Every day for the past seven weeks, Mr. Abbott has read an average of 39 letters that CEOs write to shareholders in their companies’ annual reports. His goal is to peruse the annual report from each of the 3,000 largest companies in the U.S. This past week, Mr. Abbott, who runs a small New York investment partnership called GCA Capital, plowed through the I’s and moved into the J’s. That puts him him on track to finish with Zumiez, Zynerba Pharmaceuticals and Zynga by the end of May, when Mr. Abbott will turn 30.

Thus, in a financial world driven largely by mathematical formulas and computers trading thousands of times a second, a young investor is searching for investments in the most old-fashioned way possible: by reading.

Warren Buffett doesn’t think Mr. Abbott is crazy. The chairman of Berkshire Hathaway himself spent much of the early 1950s reading every single entry in the thousands of pages of Moody’s manuals, the corporate encyclopedia of that era. He still spends most of his time reading — including the letters to shareholders in companies’ annual reports.

“Over the years, there have been multiple times” when reading the annual letter “has been a factor in my deciding to do something or not to do something,” Mr. Buffett told me this past week when I mentioned Mr. Abbott’s project. Reading a letter was never “the deciding or dominant factor,” he said, “but it was definitely often a factor.”
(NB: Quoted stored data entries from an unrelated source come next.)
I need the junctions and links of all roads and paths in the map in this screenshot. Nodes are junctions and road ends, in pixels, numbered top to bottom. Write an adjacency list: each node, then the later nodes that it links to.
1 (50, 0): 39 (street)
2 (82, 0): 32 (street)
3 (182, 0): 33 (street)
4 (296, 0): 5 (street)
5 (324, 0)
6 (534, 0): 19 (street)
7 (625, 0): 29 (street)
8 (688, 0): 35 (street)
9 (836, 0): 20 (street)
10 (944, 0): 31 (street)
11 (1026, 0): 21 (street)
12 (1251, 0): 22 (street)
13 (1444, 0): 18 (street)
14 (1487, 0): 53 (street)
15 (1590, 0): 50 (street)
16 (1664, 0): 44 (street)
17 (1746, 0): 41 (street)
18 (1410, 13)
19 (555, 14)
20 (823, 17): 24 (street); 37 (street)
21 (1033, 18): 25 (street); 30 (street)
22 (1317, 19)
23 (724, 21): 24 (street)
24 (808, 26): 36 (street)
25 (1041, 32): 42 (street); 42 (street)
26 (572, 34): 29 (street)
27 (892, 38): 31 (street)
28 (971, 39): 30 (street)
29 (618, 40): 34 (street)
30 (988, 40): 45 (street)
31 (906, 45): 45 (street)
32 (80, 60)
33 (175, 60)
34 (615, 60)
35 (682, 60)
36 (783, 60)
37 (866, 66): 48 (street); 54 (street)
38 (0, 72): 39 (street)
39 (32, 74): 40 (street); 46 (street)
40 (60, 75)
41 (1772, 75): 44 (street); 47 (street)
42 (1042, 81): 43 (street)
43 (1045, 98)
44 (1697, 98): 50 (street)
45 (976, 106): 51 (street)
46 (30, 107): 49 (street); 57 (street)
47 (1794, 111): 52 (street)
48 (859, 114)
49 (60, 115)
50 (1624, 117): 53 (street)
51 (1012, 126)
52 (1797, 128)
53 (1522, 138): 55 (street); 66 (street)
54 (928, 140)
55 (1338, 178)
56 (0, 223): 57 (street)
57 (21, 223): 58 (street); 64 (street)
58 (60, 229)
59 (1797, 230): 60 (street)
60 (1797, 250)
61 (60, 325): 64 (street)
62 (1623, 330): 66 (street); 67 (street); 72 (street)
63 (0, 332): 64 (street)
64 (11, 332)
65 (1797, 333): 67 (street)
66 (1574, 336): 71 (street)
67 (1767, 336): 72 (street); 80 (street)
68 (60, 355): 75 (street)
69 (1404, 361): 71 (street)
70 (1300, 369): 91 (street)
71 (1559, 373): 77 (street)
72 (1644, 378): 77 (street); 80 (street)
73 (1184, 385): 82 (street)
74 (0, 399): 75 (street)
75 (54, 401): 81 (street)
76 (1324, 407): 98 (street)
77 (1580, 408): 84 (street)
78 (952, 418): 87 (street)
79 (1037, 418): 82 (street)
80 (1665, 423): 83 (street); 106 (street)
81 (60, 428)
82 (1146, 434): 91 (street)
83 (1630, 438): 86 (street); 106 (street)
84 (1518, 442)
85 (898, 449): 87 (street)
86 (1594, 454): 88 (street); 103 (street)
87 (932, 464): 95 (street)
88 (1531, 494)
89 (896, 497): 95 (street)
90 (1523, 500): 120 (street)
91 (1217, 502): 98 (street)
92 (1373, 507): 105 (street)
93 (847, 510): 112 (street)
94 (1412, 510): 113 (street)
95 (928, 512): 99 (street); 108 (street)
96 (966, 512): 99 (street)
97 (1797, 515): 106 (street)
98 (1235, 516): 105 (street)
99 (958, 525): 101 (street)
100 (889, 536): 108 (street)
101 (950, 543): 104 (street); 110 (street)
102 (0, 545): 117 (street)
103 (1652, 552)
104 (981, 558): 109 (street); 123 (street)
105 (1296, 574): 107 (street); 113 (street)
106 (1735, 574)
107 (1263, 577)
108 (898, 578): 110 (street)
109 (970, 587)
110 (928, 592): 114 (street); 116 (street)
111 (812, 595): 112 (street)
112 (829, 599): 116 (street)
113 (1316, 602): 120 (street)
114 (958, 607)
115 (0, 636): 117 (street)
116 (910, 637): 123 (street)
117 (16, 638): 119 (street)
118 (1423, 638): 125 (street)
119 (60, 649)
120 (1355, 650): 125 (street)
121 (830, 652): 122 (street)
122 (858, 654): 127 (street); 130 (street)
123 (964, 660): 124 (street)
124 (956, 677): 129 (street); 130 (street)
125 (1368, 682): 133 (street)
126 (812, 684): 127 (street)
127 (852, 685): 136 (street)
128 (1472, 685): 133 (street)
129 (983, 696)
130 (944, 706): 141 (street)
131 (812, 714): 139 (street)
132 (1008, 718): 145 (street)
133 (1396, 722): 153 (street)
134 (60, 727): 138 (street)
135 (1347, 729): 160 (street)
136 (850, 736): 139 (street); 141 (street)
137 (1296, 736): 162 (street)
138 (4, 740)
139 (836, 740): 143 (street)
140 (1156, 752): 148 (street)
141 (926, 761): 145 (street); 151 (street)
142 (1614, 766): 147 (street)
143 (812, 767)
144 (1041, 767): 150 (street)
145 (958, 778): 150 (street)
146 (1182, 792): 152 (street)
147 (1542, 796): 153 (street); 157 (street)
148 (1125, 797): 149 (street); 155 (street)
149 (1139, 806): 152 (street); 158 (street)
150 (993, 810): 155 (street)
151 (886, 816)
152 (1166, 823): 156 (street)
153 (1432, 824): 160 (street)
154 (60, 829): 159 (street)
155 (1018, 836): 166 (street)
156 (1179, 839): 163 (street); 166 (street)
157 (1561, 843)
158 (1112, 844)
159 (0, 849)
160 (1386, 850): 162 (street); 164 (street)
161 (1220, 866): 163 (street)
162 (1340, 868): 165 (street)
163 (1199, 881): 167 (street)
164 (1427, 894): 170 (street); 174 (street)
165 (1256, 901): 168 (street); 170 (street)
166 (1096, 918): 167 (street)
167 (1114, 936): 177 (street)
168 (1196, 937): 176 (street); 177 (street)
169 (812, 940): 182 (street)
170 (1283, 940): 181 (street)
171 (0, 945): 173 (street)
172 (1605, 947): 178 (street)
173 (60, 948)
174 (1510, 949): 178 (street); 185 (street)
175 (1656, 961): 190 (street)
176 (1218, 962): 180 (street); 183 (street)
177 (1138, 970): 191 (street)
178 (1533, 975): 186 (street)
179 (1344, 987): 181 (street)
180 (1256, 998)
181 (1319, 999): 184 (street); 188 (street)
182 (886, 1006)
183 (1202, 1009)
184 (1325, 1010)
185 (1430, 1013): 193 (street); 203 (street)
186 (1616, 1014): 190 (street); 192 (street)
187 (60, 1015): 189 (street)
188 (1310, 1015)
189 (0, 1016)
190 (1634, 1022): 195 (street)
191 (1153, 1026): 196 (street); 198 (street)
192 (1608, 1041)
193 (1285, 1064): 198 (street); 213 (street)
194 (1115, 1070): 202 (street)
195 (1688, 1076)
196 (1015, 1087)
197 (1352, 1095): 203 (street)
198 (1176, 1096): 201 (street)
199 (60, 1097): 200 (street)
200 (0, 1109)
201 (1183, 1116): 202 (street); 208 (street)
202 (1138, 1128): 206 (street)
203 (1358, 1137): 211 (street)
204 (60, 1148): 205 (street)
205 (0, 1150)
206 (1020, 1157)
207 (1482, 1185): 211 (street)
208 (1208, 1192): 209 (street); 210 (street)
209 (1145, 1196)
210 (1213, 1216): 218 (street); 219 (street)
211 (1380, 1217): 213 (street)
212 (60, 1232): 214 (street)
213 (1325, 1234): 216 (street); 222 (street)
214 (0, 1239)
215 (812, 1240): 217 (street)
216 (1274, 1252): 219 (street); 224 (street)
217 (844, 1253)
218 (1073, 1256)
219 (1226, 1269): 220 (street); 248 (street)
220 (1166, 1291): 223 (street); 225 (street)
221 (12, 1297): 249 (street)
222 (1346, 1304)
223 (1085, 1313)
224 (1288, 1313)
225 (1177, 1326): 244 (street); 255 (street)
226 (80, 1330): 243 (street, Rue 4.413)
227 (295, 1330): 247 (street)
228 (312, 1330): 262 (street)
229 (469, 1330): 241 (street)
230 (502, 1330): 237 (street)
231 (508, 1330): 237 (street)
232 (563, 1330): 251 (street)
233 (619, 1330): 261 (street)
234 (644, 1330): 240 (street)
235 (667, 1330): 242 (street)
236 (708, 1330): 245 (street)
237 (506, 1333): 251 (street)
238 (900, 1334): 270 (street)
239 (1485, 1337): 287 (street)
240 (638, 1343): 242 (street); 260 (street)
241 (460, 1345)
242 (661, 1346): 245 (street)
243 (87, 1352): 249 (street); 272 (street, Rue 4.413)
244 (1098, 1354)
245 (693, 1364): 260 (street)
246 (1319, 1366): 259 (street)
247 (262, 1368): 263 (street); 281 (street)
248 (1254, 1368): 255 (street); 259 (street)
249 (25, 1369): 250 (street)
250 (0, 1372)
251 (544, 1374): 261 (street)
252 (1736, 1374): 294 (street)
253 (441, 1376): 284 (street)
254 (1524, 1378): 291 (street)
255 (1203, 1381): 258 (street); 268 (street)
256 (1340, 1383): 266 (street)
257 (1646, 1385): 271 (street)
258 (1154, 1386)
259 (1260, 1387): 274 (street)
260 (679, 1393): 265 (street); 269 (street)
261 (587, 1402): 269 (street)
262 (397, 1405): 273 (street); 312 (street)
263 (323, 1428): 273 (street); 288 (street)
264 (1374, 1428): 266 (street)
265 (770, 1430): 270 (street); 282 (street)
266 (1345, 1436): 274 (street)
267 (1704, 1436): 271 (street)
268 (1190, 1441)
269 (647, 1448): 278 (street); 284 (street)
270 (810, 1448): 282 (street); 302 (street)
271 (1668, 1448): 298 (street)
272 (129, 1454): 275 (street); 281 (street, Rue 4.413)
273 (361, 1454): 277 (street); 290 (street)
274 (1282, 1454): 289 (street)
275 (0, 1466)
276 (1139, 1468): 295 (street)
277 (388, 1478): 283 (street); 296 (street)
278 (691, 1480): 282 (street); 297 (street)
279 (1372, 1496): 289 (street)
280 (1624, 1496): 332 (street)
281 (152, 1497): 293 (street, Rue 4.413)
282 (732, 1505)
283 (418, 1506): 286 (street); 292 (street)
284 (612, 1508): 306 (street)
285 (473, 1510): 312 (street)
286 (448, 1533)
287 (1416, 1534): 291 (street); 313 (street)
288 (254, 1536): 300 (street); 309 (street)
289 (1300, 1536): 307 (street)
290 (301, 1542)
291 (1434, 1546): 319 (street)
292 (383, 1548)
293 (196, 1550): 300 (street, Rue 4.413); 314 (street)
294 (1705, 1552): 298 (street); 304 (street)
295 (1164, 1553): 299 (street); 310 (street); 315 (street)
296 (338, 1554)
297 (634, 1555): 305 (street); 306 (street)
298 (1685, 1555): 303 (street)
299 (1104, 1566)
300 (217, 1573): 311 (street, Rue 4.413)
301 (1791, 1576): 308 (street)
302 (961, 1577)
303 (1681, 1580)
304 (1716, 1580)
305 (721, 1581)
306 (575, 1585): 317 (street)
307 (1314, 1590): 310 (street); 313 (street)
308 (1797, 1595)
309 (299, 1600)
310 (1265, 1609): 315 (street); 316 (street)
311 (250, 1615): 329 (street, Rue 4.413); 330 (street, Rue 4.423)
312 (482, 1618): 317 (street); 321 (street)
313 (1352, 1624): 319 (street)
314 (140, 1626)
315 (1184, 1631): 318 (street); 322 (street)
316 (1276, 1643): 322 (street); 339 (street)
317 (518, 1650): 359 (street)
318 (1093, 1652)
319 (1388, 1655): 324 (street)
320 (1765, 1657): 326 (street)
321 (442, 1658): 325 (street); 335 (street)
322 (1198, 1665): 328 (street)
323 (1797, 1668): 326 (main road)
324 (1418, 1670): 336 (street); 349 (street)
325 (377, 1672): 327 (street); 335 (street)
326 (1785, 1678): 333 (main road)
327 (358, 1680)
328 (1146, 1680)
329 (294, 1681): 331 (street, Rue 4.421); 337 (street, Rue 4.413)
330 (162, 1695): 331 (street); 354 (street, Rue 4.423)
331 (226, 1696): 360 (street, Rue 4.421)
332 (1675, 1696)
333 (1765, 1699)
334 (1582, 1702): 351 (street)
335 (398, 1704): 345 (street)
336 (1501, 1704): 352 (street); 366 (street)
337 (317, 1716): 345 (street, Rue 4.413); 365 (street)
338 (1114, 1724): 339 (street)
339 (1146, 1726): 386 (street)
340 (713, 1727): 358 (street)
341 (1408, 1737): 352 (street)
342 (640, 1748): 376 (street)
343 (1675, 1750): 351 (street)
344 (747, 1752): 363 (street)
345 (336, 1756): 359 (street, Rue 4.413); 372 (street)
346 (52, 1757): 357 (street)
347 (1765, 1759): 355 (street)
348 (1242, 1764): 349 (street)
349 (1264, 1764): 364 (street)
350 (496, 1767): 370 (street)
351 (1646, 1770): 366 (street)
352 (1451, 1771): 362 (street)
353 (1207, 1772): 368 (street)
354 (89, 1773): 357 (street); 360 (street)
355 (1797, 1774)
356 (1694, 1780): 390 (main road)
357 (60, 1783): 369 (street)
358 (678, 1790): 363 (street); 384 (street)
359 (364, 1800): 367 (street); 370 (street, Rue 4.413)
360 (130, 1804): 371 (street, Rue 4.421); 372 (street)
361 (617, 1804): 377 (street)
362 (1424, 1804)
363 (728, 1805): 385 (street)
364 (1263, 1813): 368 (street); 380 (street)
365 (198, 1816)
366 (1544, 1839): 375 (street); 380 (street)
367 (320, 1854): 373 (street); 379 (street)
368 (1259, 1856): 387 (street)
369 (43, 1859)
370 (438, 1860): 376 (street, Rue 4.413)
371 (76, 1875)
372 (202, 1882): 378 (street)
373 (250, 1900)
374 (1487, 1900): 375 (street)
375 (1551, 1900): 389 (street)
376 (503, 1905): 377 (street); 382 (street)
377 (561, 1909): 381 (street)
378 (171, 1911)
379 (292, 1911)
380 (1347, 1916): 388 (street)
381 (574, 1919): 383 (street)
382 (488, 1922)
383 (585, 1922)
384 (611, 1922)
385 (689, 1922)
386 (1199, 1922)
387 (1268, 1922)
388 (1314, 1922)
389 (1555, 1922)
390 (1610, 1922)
Not many investors seem willing to do that sort of digging anymore. Timothy Loughran, a finance professor at the University of Notre Dame who studies corporate disclosure, has analyzed computer records for the Securities and Exchange Commission’s filings website. He says only 29 people a day download the average annual report when it comes out. Even General Electric’s annual report was downloaded from GE’s website only 800 times in 2013, according to the company.

Mr. Abbott hopes to discover promising companies he might not have noticed by other means. He wants to see whether the managers are focused on the long term, care about investors, and can clearly explain how the business makes money and how they measure its progress toward their goals.

Mr. Abbott has read roughly 1,500 letters so far. Only 16 jumped out as outstanding. “I’ve been flabbergasted at how low the average quality is,” he said.

Common red flags include bragging about earnings that went up mainly because of accounting changes and blaming disappointments on outside factors like weather.

His 16 favorites so far: Activision Blizzard, Actuant, Alleghany Corp., Amerco, Atlantic Power, AutoZone, W.R. Berkley, Capital One Financial, Cimpress, Credit Acceptance Corp., Culp, eBay, Everest Re Group, ExamWorks Group, Fossil Group and Hingham Institution for Savings. (He leaves Mr. Buffett out of his analysis, because “everyone” knows he writes a great letter.)

[RELATED: Read what made Mr. Abbott nominate each company in “16 Favorite Annual Letters from an Investor Who’s Read More Than 1,000.”]

“Writing an extensive letter helps me clarify our strategy and put signposts on the map of where we’re trying to go in the long run,” said Weston Hicks, chief executive of Alleghany Corp. “If you attract short-term shareholders, you can be forced to do things that aren’t in the company’s best long-term interest.”

Mr. Abbott owns only one of those 16 stocks — Credit Acceptance, which he bought years ago, before he began his reading project — and might not invest in any of the others after he studies them more thoroughly. He sets a high bar and holds just six stocks in his fund. But the best letter writers will go on his list of companies to learn more about.

“It’s my duty to provide the shareholders with an informative, accurate and transparent report,” says Robert Wilmers, chief executive of M&T Bank, whose blunt and thorough annual letter isn’t (yet) on Mr. Abbott’s list — but is on Mr. Buffett’s. “That’s what they need to make sound investment decisions.”

It makes some sense to start your search for companies this way, Mr. Buffett said. “Where I’m the junior or silent partner” as a minority investor, he said, “I feel better if I’m in partnership with someone who’s on the same wavelength I am and has a sense of stewardship. You can pick up some sense of that from reading the letter.”

“I write it for people like my sisters,” Mr. Buffett said of his own annual letter. “They’re smart, they read a lot, they have a lot invested in the company. They don’t know all the financial jargon, but they don’t want to be treated like five year olds. I try to let them know on paper what I’d tell them about the business if we sat down for the afternoon.”

More than 1,600 years ago, St. Augustine was converted to Christianity when a voice came to him chanting, “Take up and read.” In a short-term world, that’s righteous advice for long-term investors, too.